Concerning potential properties of dcat:Representation: first we should consider if any of the properties of dcat:Distribution should be promoted to a superclass. We might also look for overlaps with the properties of dcat:Resource, but I'm disinclined to start looking for a higher superclass, unless you can think of a useful scenario where this is needed to support some reasoning (i.e. what's the use case?). owl:Thing will do for me (which is entailed by these all being instances of owl:Class anyway).

dr-shorthair on 2 Sep 2018

Oh, and regarding the 'FRBR-ish vibe' - to me that seemed intrinsic to the original DCAT backbone model, with Dataset and associated Distributions, also consistent with Fielding's 2-layer REST model.

The proposed model above merely responds to the decision to add the generalization Resource by adding a parallel generalization of Distribution, here called Representation.

dr-shorthair on 2 Sep 2018

Sorry, I may have missed part of the discussion, but I wonder whether the idea of re-using ADMS in profiledesc has been dropped altogether. In that scenario, adms:Asset and adms:AssetDistribution could address the issue discussed here, as far as I can understand.

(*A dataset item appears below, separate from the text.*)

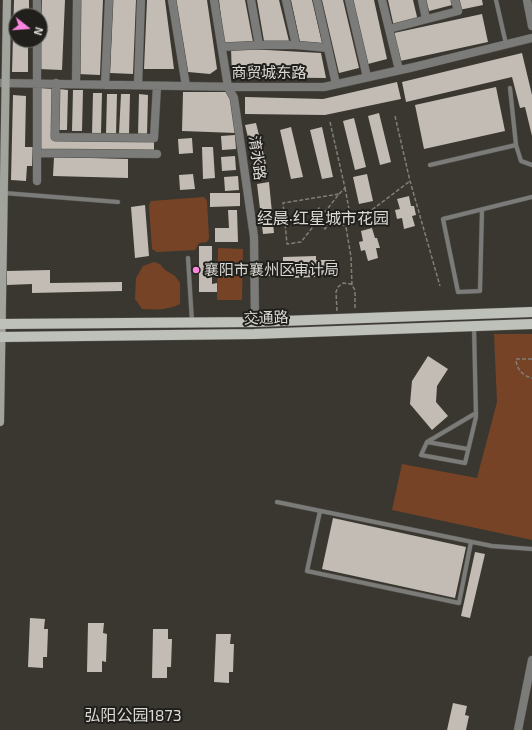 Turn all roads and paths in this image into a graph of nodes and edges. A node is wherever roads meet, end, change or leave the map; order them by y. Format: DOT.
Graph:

andrea-perego on 2 Sep 2018

I am a little nervous about these 'coathanger' classes, dcat:Resource and dcat:Representation. These are things that people aren't supposed to use, right? They are just for convenience in the specification, so that we don't have to repeat properties that are common for the subclasses. However, it would be perfectly valid -- although we could include notes to discourage such use -- for an implementation to describe everything in the catalogue as dcat:Resource with dcat:Representation. Aren't we not 'dumbing down' DCAT this way?

makxdekkers on 2 Sep 2018

@andrea-perego I also suggested to look at ADMS as a starting point for profile descriptions at https://github.com/w3c/dxwg/issues/279#issuecomment-417358855.

makxdekkers on 2 Sep 2018

@makxdekkers yes I understand and to a certain extent agree that there is a risk. However, I'd make a slightly different emphasis concerning the 'coathanger classes'.

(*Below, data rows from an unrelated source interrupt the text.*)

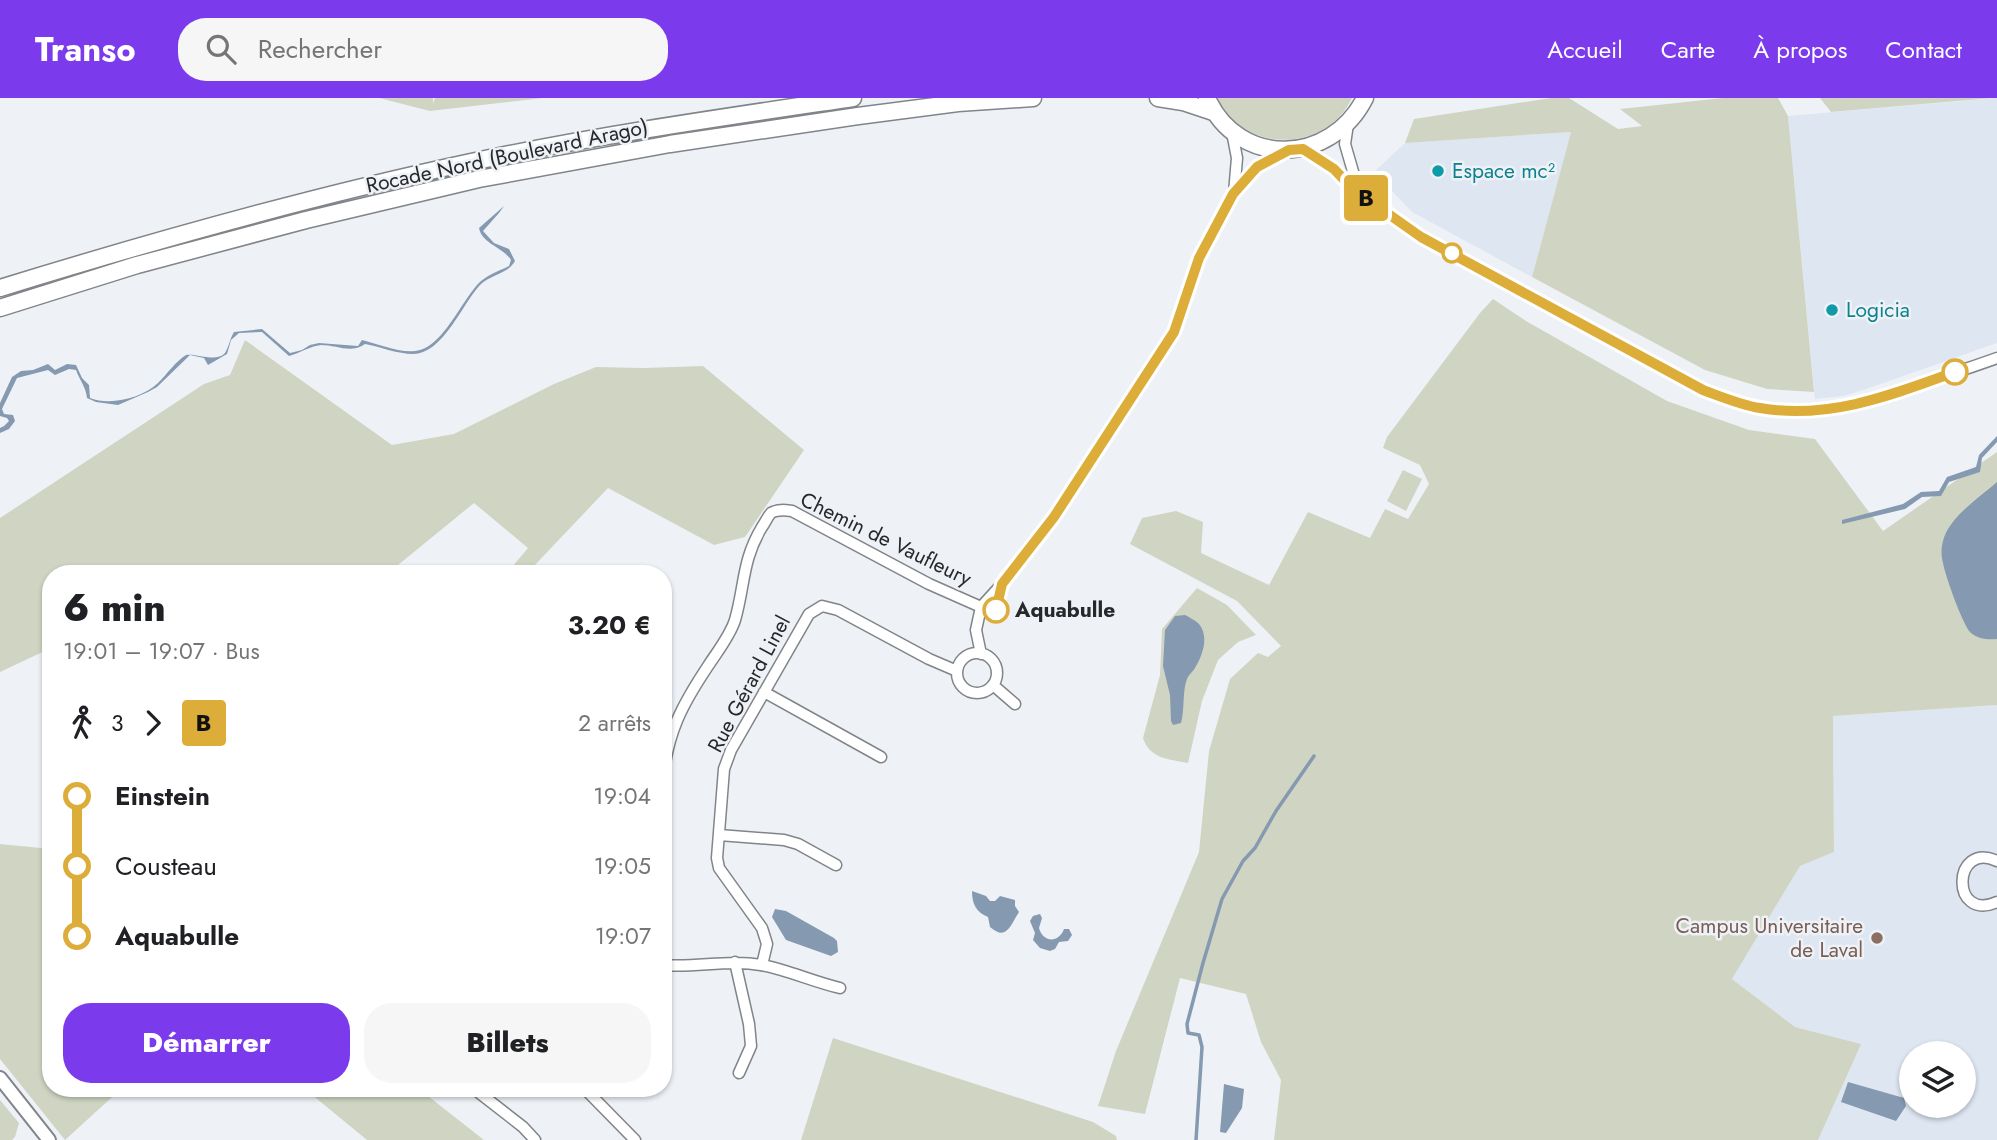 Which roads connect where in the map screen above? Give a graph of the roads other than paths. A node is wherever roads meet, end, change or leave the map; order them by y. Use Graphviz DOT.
graph roads {
  1 [pos="853,98"];
  2 [pos="1033,98"];
  3 [pos="1158,98"];
  4 [pos="1365,98"];
  5 [pos="1210,105"];
  6 [pos="1348,124"];
  7 [pos="1231,132"];
  8 [pos="1296,150"];
  9 [pos="1233,194"];
  10 [pos="1380,208"];
  11 [pos="0,288"];
  12 [pos="0,308"];
  13 [pos="1997,358"];
  14 [pos="981,607"];
  15 [pos="981,654"];
  16 [pos="957,671"];
  17 [pos="993,685"];
  18 [pos="764,692"];
  19 [pos="1015,704"];
  20 [pos="672,730"];
  21 [pos="881,757"];
  22 [pos="719,835"];
  23 [pos="1997,861"];
  24 [pos="836,865"];
  25 [pos="1997,902"];
  26 [pos="735,962"];
  27 [pos="762,965"];
  28 [pos="672,966"];
  29 [pos="840,988"];
  30 [pos="739,1073"];
  31 [pos="0,1078"];
  32 [pos="485,1097"];
  33 [pos="593,1097"];
  34 [pos="49,1140"];
  35 [pos="535,1140"];
  36 [pos="635,1140"];
  1 -- 11 [label="main road, Rocade Nord (Boulevard Arago)"];
  2 -- 12 [label="main road, Rocade Nord (Boulevard Arago)"];
  3 -- 5 [label="main road"];
  4 -- 6 [label="main road"];
  5 -- 7 [label="main road"];
  6 -- 8 [label="main road"];
  6 -- 10 [label="street"];
  7 -- 8 [label="main road"];
  7 -- 9 [label="street"];
  8 -- 9 [label="street"];
  8 -- 10 [label="street"];
  9 -- 14 [label="street"];
  10 -- 13 [label="street"];
  14 -- 15 [label="street"];
  14 -- 20 [label="street, Chemin de Vaufleury"];
  15 -- 16 [label="street"];
  15 -- 17 [label="street"];
  16 -- 17 [label="street"];
  16 -- 18 [label="street, Rue Gérard Linel"];
  17 -- 19 [label="street"];
  18 -- 21 [label="street"];
  18 -- 22 [label="street, Rue Gérard Linel"];
  22 -- 24 [label="street"];
  22 -- 27 [label="street, Rue Gérard Linel"];
  23 -- 25 [label="street"];
  26 -- 27 [label="street"];
  26 -- 28 [label="street"];
  26 -- 30 [label="street"];
  27 -- 29 [label="street"];
  31 -- 34 [label="street"];
  32 -- 35 [label="street"];
  33 -- 36 [label="street"];
}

The point is that there really is a common pattern here: there are (1) conceptual things, and (2) concrete realizations of them, with often more than one realization of each conceptual thing. In the REST literature they are called Resource and Representation. DCAT-2014 considered a _subset_ of them and called them Dataset and Distribution. This is all good, as the different terminology between DCAT-2014 and REST reflects the more limited scope of DCAT-2014.

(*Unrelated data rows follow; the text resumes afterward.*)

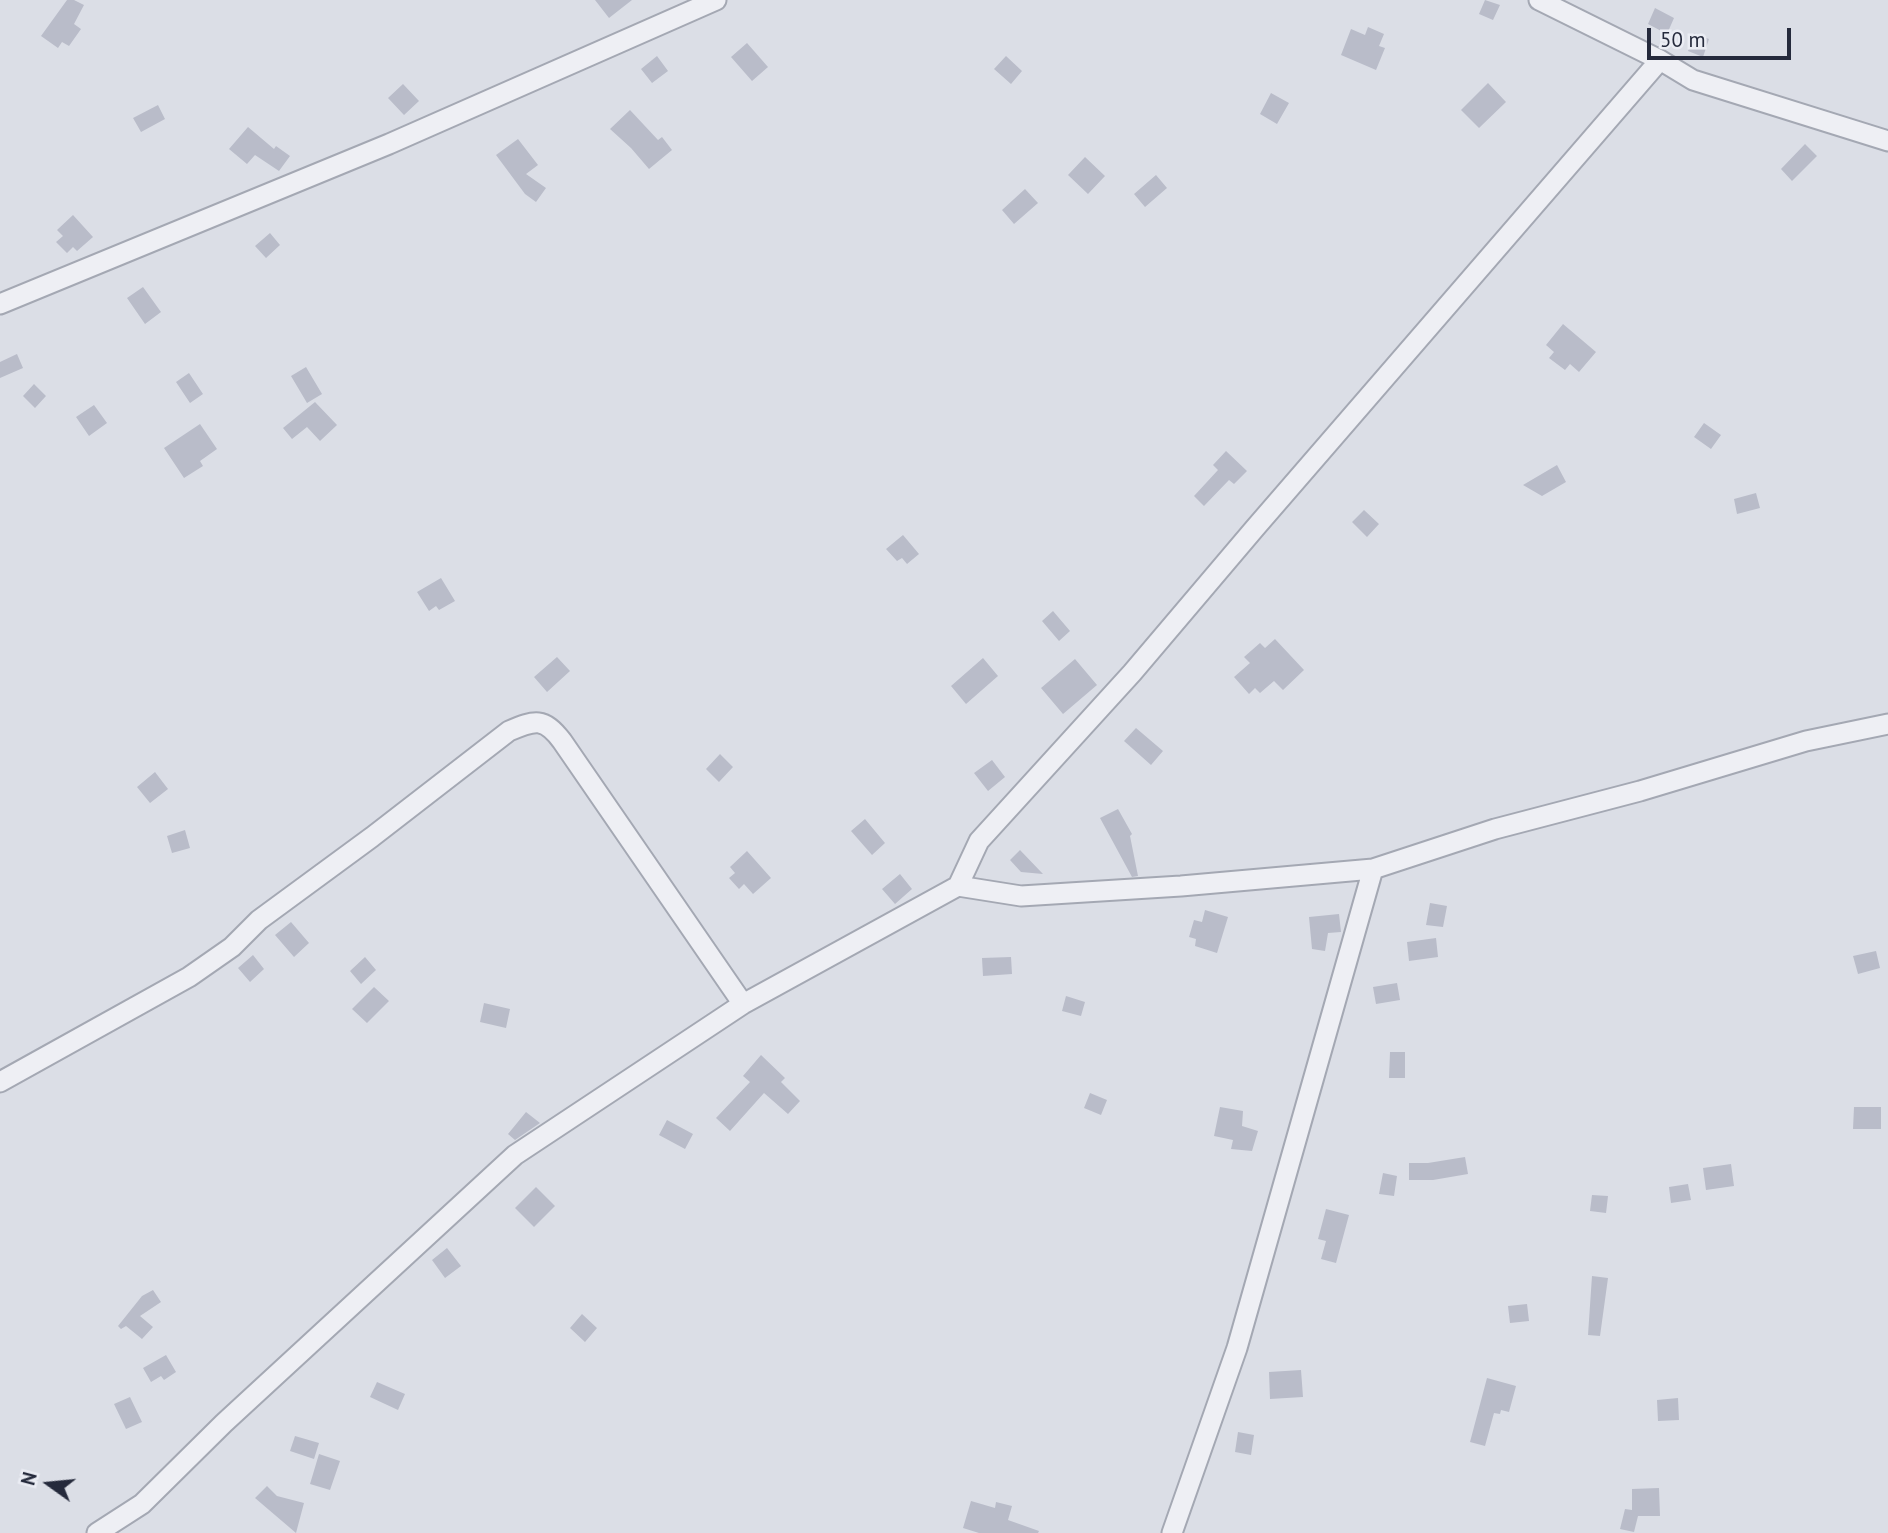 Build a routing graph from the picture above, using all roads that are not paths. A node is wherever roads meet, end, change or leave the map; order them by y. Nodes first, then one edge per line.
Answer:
1 (716, 0) edge
2 (1539, 0) edge
3 (1660, 60) junction
4 (1888, 141) edge
5 (0, 304) edge
6 (1888, 724) edge
7 (1373, 869) junction
8 (958, 886) junction
9 (743, 1004) junction
10 (0, 1082) edge
11 (97, 1533) edge
12 (1172, 1533) edge

1 - 5 street
2 - 3 street
3 - 4 street
3 - 8 street
6 - 7 street
7 - 8 street
7 - 12 street
8 - 9 street
9 - 10 street
9 - 11 street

Now in DCAT-rev we have expanded the scope, and we have agreed that new things - in particular _services_ - are not _datasets_, but some other kind of resource. The proposed model respects all of these precedents, preserving the terminology from each in a consistent way, so it should not surprise anyone, while still being backward compatible with DCAT-2014.

I've been involved in a number of initiatives that set up an abstract framework (GML, O&M), and have observed that implementers are incredibly reluctant and non-creative in actually extending the abstract- or stub-classes in the way that we had intended. So your prediction that implementers might just use the 'abstract' classes as-is is based in experience. Is this enough reason to shy away from a clean model? In my opinion, no - for one thing, we would have to replace it with something else, which will likely be messier!

In previous discussion you have advocated making sure the documentation is right, and also supplementing it with good pedagogical material. I think we should do that here.

dr-shorthair on 3 Sep 2018

I'm with Makx about the "abstract" classes, but even more so because I don't see the need for dcat:Representation unless it will be the domain of something in the DCAT RDF. I also am a bit concerned about the alignment of properties with classes in the diagram when those properties in the .ttl file do not have that class as a domain. This means that a property like dcat:contactPoint can actually be used without regard to any class adherence because it has no domain (unless I missed it, sorry). I can understand organizing a UML with these structural concepts as a form of documentation, but only if we agree that this doesn't reflect the graph structure. To manage the structure in this diagram you of course need a validation language like SHACL or ShEx -- or an application profle.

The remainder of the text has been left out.